DATA FOR THIS TASK:
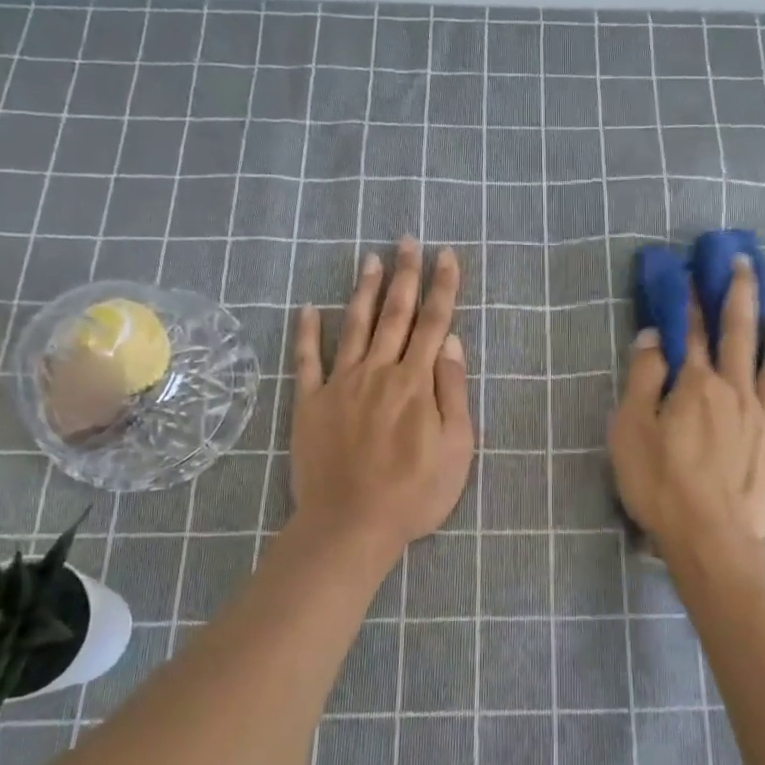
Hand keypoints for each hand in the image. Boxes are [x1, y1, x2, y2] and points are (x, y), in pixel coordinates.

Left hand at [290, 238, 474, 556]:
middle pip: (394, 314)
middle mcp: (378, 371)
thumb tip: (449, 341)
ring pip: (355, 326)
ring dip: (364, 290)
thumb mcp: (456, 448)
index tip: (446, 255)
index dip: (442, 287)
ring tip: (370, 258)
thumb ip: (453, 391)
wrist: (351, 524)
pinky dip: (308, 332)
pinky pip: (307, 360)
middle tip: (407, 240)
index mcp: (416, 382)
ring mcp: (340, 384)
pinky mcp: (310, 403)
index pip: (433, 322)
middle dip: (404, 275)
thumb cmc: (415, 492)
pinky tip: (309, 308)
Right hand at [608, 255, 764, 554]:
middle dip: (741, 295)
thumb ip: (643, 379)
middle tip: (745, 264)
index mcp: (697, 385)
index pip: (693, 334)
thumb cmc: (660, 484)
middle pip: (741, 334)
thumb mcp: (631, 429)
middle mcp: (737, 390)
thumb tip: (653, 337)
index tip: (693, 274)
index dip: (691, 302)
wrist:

AIM OF THE EXERCISE: Repeat the listing exactly, pictures excluded.

EXERCISE OUTPUT:
Hand keypoints for each hand in the image. Boxes are [x1, y1, x2, y2] and points are (x, y), in pixel coordinates.

Left hand at [290, 238, 474, 556]:
middle pip: (394, 314)
middle mcp: (378, 371)
thumb tip: (449, 341)
ring pip: (355, 326)
ring dip: (364, 290)
thumb mcp: (456, 448)
index tip: (446, 255)
index dip: (442, 287)
ring tip: (370, 258)
thumb ip: (453, 391)
wrist: (351, 524)
pinky dip: (308, 332)
pinky pip: (307, 360)
middle tip: (407, 240)
index mcp: (416, 382)
ring mcp: (340, 384)
pinky mcp: (310, 403)
index pip: (433, 322)
middle dip: (404, 275)
thumb cmc: (415, 492)
pinky tip: (309, 308)
Right hand at [608, 255, 764, 554]:
middle dip: (741, 295)
thumb ip: (643, 379)
middle tip: (745, 264)
index mcp: (697, 385)
index pip: (693, 334)
thumb cmc: (660, 484)
middle pip: (741, 334)
thumb mcp: (631, 429)
middle mcp: (737, 390)
thumb tip: (653, 337)
index tip: (693, 274)
index dip: (691, 302)
wrist:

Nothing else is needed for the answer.